In November 2009, the Ministry of Health (MoH) of Uganda and the USAID Health Care Improvement Project (HCI) initiated an improvement collaborative in 14 HIV treatment clinics to increase the proportion of people living with HIV and AIDS (PLWH) who are under HIV clinic care.  Among participating health centers, five addressed low coverage by improving efficiency of clinic operations. The purpose of the study was to measure the effectiveness of the improvement collaborative in terms of improved staff efficiency, decreased wait times, and improved worker productivity and relate these benefits to the cost of the program in these five facilities.
This study used a pre-/post-intervention design in which we compared baseline measures taken before the start of the collaborative in October 2009 to the endline measures on the same indicators collected in May 2010. Key indicators of success were patient waiting time, staff time utilization, clients seen per staff member, staff time saved, and cost of the intervention. Client flow was determined by giving patients a form to complete during their clinic visit. Staff productivity was measured by direct observation by the researchers.  A structured interview of clinic managers was used to collect data on the clients seen per staff member, staff time saved, and the cost of the intervention. Costs were considered from the perspective of HCI and the MoH.  
Our results suggest that the improvement collaborative implemented at these five facilities significantly decreased client waiting times by facilitating some or all of the following changes in clinical practice: pre-packing drugs before clinics, triaging clients before consultation, ensuring all clinic areas are suitably staffed, and having a clear and signposted path of client flow through the clinic. The changes also allowed clinics at all five sites to finish their work two to three hours earlier, suggesting that the QI interventions improved clinic efficiency. Four of the five sites closed earlier at follow-up than at baseline despite seeing the same or more clients per staff member per week. The remaining sites, closed earlier but saw fewer clients per staff member per week at follow-up, possibly due to commencing outreach clinics and the expansion of clinic teams.

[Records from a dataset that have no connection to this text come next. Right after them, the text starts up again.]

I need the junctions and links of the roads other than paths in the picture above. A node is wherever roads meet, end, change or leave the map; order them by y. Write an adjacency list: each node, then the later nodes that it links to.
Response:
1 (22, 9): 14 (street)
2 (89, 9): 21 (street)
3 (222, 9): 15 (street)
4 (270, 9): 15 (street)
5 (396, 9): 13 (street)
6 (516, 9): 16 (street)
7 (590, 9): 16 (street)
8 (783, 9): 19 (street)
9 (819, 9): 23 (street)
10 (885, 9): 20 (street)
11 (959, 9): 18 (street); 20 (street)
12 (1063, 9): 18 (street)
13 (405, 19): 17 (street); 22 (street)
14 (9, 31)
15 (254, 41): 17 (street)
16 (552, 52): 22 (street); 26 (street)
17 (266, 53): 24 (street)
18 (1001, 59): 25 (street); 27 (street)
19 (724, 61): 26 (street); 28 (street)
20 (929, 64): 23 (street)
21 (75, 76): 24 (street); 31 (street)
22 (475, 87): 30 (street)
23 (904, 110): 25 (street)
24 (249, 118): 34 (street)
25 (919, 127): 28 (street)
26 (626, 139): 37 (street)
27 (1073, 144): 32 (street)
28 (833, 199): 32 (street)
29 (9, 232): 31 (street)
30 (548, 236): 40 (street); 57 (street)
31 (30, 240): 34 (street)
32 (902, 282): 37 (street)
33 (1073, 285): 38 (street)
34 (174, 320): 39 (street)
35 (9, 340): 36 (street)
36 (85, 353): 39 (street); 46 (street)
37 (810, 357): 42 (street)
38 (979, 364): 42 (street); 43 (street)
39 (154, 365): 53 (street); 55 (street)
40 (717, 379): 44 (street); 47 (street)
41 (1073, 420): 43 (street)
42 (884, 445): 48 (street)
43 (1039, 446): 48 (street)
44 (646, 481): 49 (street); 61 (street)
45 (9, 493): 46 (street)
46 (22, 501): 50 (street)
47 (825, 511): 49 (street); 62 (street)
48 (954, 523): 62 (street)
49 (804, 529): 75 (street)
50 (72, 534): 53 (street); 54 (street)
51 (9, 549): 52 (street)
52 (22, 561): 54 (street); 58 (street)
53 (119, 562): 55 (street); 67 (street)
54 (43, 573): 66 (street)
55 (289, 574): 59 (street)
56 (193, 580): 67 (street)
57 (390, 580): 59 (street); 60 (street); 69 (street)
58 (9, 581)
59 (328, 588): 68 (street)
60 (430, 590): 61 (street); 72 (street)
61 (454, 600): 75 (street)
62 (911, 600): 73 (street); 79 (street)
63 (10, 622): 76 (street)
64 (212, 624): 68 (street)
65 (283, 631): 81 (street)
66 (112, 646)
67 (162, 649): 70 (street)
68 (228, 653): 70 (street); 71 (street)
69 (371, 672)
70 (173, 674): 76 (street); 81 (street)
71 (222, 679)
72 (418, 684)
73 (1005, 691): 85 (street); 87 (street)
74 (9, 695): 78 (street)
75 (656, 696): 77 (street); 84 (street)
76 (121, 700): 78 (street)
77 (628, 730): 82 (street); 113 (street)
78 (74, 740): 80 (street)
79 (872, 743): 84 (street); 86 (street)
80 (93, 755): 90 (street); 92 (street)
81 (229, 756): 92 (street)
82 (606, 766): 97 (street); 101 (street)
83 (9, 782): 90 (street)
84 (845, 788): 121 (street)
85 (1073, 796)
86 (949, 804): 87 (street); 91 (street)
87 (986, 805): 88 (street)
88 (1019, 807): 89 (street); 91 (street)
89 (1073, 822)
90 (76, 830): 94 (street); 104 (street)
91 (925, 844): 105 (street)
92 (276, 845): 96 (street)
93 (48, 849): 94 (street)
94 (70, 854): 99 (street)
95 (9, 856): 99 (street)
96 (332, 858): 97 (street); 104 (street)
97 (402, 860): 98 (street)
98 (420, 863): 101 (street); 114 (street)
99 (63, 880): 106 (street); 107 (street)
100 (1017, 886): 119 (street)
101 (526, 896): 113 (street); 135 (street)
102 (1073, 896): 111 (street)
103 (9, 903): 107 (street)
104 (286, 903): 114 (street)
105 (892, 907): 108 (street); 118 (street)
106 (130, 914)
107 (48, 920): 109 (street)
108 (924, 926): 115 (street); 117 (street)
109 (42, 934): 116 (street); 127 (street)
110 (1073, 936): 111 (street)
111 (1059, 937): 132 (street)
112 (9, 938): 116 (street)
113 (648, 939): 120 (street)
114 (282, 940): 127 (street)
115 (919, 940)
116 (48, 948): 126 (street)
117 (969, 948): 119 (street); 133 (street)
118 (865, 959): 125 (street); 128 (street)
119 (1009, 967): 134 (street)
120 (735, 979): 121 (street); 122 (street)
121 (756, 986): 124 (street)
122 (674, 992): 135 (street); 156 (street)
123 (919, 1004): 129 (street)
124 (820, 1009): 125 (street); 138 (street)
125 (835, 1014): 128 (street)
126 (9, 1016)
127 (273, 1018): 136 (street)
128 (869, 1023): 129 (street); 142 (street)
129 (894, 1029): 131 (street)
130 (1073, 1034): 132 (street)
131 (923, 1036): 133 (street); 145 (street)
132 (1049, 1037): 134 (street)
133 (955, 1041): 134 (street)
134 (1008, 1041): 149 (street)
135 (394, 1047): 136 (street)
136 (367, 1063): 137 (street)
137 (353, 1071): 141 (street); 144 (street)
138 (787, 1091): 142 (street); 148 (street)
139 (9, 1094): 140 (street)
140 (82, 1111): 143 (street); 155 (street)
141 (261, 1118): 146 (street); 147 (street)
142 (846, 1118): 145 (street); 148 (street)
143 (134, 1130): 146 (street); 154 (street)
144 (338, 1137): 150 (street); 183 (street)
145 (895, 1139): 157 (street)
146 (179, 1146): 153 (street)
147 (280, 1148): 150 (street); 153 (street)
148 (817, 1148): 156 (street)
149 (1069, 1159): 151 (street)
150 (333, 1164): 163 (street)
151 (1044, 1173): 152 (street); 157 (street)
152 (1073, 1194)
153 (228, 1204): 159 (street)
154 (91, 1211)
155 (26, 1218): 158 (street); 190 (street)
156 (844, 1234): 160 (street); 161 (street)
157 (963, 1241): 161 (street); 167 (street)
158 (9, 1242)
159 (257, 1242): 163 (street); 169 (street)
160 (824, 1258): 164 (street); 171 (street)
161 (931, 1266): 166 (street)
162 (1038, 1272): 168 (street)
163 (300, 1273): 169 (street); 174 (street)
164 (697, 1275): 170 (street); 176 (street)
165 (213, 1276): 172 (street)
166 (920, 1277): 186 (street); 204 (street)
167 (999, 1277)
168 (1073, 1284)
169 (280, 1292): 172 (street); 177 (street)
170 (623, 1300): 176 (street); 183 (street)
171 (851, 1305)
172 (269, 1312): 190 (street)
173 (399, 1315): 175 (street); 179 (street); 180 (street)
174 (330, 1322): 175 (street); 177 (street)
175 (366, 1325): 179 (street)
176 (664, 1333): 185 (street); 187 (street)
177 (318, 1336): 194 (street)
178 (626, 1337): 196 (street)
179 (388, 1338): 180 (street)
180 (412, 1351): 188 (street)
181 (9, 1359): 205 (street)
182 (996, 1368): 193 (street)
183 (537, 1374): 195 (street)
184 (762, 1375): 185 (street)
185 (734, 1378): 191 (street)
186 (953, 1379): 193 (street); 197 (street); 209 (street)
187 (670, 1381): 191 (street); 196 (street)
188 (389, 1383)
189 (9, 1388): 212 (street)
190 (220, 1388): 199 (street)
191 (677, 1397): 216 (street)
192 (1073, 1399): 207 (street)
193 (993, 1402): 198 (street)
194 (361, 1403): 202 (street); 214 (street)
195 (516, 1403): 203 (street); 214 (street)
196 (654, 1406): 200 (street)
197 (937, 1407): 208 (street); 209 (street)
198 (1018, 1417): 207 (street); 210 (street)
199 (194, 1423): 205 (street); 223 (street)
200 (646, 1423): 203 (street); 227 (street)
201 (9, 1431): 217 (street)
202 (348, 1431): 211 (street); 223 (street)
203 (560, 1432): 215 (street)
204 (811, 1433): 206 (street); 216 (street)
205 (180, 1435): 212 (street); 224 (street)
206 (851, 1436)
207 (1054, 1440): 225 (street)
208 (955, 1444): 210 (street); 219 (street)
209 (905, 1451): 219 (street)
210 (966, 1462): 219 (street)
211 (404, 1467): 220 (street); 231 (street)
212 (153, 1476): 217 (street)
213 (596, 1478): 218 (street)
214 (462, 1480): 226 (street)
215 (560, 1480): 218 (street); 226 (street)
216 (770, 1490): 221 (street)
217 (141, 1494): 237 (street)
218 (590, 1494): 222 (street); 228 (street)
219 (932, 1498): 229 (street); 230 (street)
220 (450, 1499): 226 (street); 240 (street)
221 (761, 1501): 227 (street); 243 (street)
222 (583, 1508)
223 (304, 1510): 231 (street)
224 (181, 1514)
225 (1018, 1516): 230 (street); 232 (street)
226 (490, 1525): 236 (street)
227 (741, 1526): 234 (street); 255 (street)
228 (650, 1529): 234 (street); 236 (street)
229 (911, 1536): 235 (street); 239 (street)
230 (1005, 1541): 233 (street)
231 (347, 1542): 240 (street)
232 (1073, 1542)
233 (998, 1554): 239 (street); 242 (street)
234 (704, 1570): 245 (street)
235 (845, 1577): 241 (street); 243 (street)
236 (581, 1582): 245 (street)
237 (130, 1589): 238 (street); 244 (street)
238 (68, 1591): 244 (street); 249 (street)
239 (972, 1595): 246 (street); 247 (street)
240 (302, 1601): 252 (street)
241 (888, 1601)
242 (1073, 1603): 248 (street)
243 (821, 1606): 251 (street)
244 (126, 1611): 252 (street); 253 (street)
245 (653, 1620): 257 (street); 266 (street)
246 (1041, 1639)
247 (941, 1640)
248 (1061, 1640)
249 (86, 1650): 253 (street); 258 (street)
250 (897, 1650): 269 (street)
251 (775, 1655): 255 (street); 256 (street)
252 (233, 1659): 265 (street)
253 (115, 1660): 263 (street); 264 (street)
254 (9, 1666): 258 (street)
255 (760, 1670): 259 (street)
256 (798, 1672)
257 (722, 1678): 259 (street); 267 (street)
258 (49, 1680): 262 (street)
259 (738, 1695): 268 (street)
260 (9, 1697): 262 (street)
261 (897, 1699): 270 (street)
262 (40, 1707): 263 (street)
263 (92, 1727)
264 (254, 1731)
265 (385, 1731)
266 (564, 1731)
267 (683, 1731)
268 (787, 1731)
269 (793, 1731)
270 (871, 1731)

A cost-benefit analysis of the coverage collaborative showed that, assuming the improvements were sustained, the cost savings in terms of staff time saved would be equal to the total cost of the intervention after 16.5 months.  Sensitivity analysis showed that this result changed the most with changes in the cost of the staff time spent on collaborative activities.  If the collaborative was conducted by the MoH in facilities not currently part of the collaborative, costs would be lower and the break-even point would be reached even sooner.